──────── AVAILABLE DATA ────────

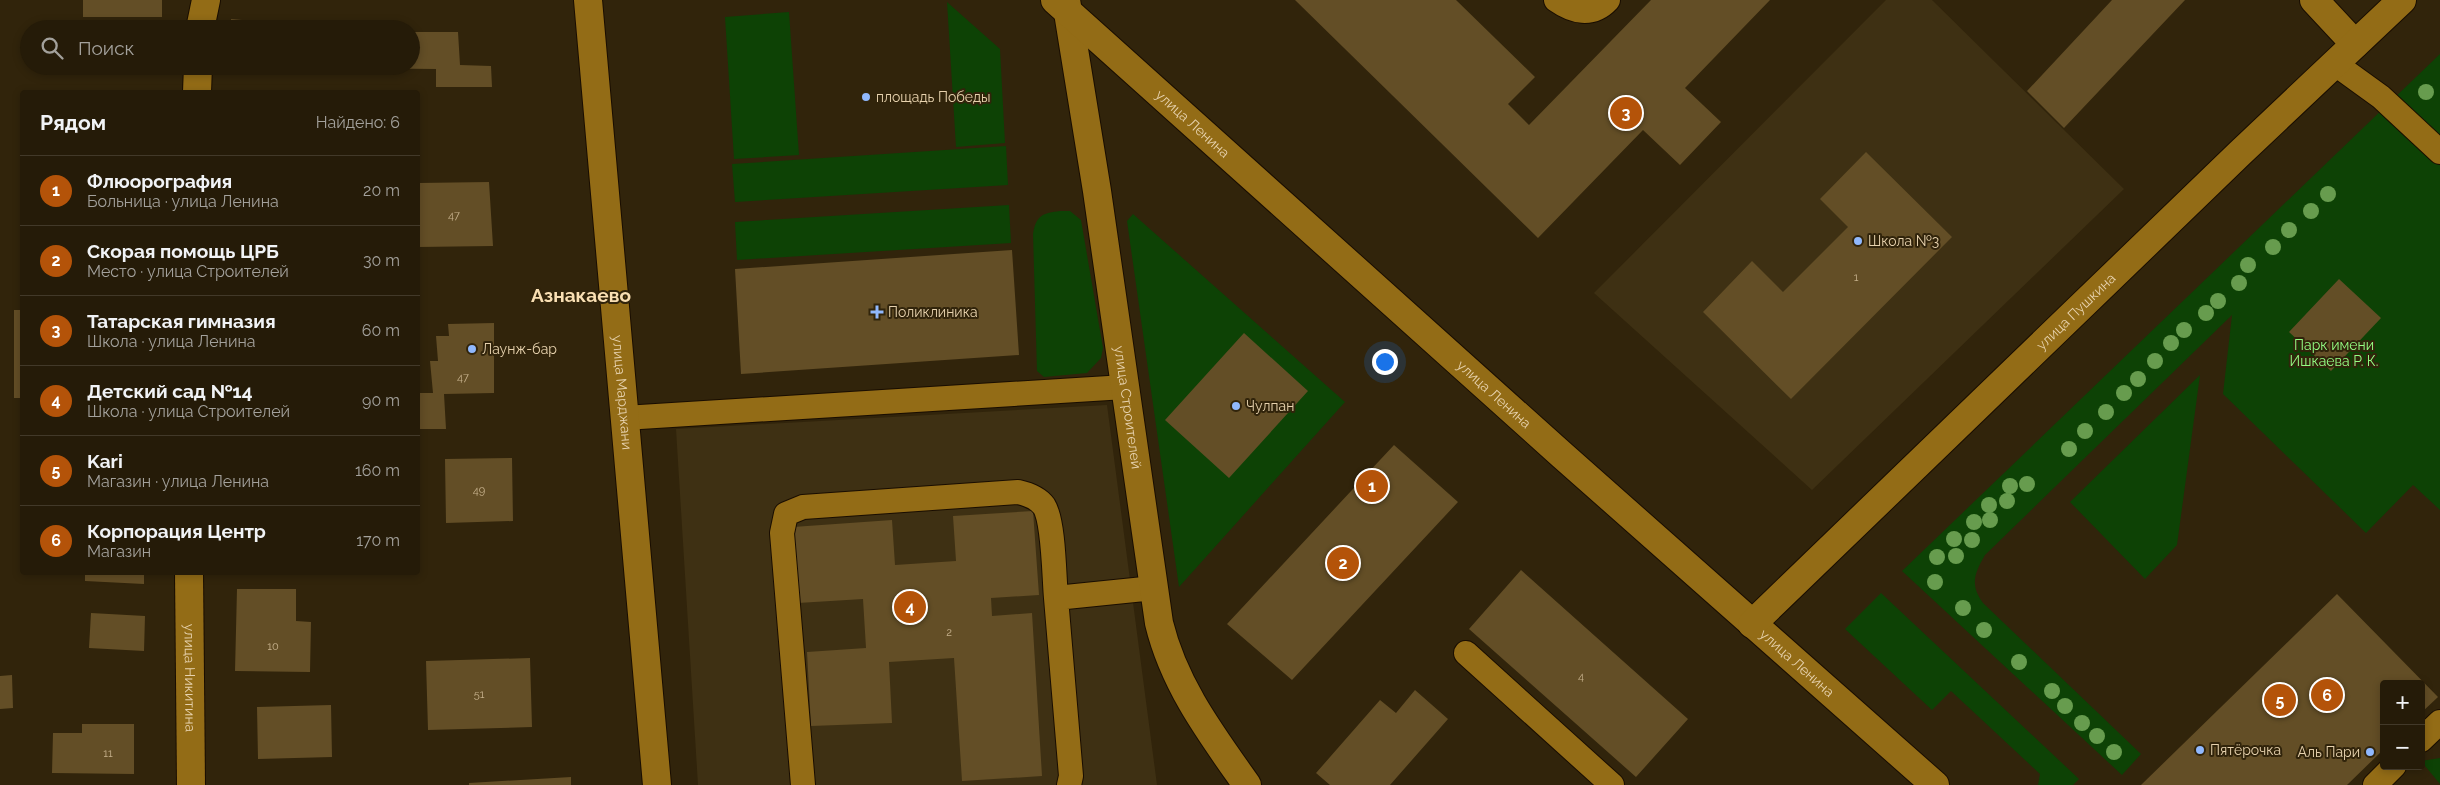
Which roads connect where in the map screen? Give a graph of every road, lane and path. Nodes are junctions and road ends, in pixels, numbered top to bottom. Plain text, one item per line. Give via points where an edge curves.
1 (206, 0) edge
2 (588, 0) edge
3 (1556, 0) edge
4 (1608, 0) edge
5 (2314, 0) edge
6 (2402, 0) edge
7 (1066, 2) edge
8 (202, 20) edge
9 (2355, 44) junction
10 (2334, 63) junction
11 (198, 75) edge
12 (198, 90) edge
13 (2440, 152) edge
14 (1126, 387) junction
15 (624, 418) junction
16 (190, 575) edge
17 (1154, 588) junction
18 (1056, 598) junction
19 (1752, 624) junction
20 (1466, 653) dead end
21 (2440, 722) edge
22 (2425, 736) edge
23 (2390, 770) edge
24 (191, 785) edge
25 (657, 785) edge
26 (803, 785) edge
27 (1069, 785) edge
28 (1247, 785) edge
29 (1612, 785) edge
30 (1935, 785) edge
31 (2375, 785) edge

1 - 8 main road
2 - 15 main road, улица Марджани
3 - 4 lane via 1575,11 1590,12
5 - 9 main road
6 - 9 main road, улица Пушкина
7 - 14 main road, улица Строителей via 1098,191
7 - 19 main road, улица Ленина via 1173,108
9 - 10 main road, улица Пушкина
10 - 13 lane via 2381,97
10 - 19 main road, улица Пушкина
11 - 12 main road
14 - 15 lane
14 - 17 main road, улица Строителей
15 - 25 main road, улица Марджани
16 - 24 main road, улица Никитина
17 - 18 lane
17 - 28 main road, улица Строителей via 1159,623 1173,668 1205,726
18 - 26 lane via 1049,518 1044,505 1030,495 1018,492 803,507 786,514 782,534
18 - 27 lane via 1071,776
19 - 30 main road, улица Ленина
20 - 29 lane
21 - 22 lane
23 - 31 lane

────────

TASK BRIEF ::
Could you write all the entries out again exactly, but without their pictures?

SOLUTION TO THE PROBLEM ::
Which roads connect where in the map screen? Give a graph of every road, lane and path. Nodes are junctions and road ends, in pixels, numbered top to bottom. Plain text, one item per line. Give via points where an edge curves.
1 (206, 0) edge
2 (588, 0) edge
3 (1556, 0) edge
4 (1608, 0) edge
5 (2314, 0) edge
6 (2402, 0) edge
7 (1066, 2) edge
8 (202, 20) edge
9 (2355, 44) junction
10 (2334, 63) junction
11 (198, 75) edge
12 (198, 90) edge
13 (2440, 152) edge
14 (1126, 387) junction
15 (624, 418) junction
16 (190, 575) edge
17 (1154, 588) junction
18 (1056, 598) junction
19 (1752, 624) junction
20 (1466, 653) dead end
21 (2440, 722) edge
22 (2425, 736) edge
23 (2390, 770) edge
24 (191, 785) edge
25 (657, 785) edge
26 (803, 785) edge
27 (1069, 785) edge
28 (1247, 785) edge
29 (1612, 785) edge
30 (1935, 785) edge
31 (2375, 785) edge

1 - 8 main road
2 - 15 main road, улица Марджани
3 - 4 lane via 1575,11 1590,12
5 - 9 main road
6 - 9 main road, улица Пушкина
7 - 14 main road, улица Строителей via 1098,191
7 - 19 main road, улица Ленина via 1173,108
9 - 10 main road, улица Пушкина
10 - 13 lane via 2381,97
10 - 19 main road, улица Пушкина
11 - 12 main road
14 - 15 lane
14 - 17 main road, улица Строителей
15 - 25 main road, улица Марджани
16 - 24 main road, улица Никитина
17 - 18 lane
17 - 28 main road, улица Строителей via 1159,623 1173,668 1205,726
18 - 26 lane via 1049,518 1044,505 1030,495 1018,492 803,507 786,514 782,534
18 - 27 lane via 1071,776
19 - 30 main road, улица Ленина
20 - 29 lane
21 - 22 lane
23 - 31 lane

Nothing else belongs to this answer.